From the entries that follow, pick out all lines holding "label".

▸ INFORMATION SUPPLIED:
____________________

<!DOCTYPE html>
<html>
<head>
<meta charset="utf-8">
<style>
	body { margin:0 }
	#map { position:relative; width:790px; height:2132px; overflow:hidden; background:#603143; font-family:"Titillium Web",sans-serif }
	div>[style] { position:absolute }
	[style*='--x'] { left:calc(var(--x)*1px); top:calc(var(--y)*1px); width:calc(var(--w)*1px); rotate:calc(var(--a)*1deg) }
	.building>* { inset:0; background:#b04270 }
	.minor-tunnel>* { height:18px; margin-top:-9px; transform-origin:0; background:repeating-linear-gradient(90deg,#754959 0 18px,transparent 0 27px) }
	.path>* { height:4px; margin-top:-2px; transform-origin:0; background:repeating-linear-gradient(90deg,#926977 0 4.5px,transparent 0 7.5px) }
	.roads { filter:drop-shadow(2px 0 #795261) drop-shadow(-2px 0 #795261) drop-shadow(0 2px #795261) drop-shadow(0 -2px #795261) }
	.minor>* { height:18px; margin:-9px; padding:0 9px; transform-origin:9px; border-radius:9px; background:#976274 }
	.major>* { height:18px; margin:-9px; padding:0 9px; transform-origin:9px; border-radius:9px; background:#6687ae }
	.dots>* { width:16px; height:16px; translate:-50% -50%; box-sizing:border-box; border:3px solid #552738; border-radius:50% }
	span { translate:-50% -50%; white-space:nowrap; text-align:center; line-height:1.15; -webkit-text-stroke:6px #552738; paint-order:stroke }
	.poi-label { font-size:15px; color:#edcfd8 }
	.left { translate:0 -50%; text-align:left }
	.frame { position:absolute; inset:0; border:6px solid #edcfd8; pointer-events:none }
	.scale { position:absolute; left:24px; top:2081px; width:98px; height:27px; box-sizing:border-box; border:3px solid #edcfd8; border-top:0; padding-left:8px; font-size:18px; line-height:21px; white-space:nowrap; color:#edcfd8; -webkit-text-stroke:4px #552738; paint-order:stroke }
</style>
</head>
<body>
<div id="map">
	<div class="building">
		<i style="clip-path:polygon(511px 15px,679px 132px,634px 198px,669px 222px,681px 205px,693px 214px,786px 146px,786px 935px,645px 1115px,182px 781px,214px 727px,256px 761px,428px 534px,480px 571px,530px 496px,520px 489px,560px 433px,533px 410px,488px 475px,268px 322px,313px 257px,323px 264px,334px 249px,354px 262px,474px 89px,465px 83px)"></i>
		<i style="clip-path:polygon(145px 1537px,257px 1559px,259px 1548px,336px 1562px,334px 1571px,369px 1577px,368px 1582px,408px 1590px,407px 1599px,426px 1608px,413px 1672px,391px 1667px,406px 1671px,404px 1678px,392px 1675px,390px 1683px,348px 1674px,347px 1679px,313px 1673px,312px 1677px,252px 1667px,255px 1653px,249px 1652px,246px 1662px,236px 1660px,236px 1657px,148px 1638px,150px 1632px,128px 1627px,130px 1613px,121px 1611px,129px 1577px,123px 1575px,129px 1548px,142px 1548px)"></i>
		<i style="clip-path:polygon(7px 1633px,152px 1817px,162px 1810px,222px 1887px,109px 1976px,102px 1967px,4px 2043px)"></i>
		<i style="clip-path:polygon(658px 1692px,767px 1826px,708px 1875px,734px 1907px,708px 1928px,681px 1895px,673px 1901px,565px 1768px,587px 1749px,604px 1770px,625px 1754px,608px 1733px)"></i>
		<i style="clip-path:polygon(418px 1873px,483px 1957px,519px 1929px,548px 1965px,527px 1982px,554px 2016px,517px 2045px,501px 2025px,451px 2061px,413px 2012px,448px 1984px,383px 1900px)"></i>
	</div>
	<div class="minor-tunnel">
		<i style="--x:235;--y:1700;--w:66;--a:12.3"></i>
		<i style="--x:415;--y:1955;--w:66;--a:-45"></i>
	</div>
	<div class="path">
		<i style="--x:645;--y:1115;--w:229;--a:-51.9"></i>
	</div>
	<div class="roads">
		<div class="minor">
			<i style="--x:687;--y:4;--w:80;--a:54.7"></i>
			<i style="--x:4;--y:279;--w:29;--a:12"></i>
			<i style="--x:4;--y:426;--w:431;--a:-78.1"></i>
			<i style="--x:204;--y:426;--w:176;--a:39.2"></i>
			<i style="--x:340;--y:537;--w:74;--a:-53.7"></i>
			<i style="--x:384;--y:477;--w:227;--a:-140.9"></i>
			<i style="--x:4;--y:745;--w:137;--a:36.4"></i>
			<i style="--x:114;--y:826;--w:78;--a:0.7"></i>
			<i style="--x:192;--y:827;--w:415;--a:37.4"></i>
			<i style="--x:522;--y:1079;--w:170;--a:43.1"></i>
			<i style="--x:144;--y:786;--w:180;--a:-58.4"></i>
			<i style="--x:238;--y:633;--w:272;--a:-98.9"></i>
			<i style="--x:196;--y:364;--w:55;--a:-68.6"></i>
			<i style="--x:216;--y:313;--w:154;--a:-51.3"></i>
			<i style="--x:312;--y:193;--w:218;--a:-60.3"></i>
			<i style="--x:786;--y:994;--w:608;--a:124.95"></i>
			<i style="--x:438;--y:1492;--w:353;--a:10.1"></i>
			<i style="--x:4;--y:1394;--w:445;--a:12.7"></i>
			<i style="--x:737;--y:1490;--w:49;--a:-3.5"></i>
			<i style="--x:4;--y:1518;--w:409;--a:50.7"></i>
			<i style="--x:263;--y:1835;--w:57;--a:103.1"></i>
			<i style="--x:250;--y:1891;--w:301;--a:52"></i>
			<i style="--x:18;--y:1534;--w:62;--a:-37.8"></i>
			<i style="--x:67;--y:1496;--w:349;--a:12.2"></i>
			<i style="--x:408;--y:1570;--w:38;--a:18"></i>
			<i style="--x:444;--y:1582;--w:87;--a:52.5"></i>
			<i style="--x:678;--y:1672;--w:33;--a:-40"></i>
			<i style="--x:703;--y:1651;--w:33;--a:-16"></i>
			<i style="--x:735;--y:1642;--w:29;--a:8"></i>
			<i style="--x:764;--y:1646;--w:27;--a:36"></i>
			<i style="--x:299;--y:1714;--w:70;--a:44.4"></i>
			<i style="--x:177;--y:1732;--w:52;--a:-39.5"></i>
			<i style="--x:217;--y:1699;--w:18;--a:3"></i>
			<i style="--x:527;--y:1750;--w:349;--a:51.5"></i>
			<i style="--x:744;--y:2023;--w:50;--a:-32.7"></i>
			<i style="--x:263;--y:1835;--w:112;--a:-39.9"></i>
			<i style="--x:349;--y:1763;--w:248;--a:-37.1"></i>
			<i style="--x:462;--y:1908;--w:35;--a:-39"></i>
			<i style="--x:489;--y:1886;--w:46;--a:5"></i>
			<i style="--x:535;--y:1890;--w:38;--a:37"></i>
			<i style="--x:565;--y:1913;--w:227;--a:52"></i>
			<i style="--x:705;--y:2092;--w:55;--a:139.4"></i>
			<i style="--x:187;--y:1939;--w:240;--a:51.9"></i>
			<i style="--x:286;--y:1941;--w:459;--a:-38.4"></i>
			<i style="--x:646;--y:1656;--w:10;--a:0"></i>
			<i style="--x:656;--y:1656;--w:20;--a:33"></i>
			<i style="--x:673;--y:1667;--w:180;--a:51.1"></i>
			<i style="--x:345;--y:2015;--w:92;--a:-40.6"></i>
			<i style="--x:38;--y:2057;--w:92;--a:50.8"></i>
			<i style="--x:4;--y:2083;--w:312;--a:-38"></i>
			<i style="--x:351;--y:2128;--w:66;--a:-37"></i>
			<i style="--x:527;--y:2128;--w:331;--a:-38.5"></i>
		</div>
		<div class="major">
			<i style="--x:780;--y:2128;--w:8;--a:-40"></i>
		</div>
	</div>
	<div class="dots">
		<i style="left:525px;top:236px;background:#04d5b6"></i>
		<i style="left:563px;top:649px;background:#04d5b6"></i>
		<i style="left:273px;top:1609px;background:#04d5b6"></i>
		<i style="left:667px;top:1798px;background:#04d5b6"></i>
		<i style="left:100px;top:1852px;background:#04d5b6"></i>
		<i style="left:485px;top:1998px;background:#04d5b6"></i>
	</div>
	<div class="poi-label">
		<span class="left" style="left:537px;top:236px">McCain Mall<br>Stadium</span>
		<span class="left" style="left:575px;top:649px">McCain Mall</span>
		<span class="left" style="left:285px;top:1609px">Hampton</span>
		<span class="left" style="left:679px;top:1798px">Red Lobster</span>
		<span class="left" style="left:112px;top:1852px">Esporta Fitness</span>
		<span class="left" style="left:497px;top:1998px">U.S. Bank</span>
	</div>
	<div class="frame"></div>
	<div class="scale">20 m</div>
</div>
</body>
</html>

____________________

▸ TASK OUTPUT:
	.poi-label { font-size:15px; color:#edcfd8 }
	<div class="poi-label">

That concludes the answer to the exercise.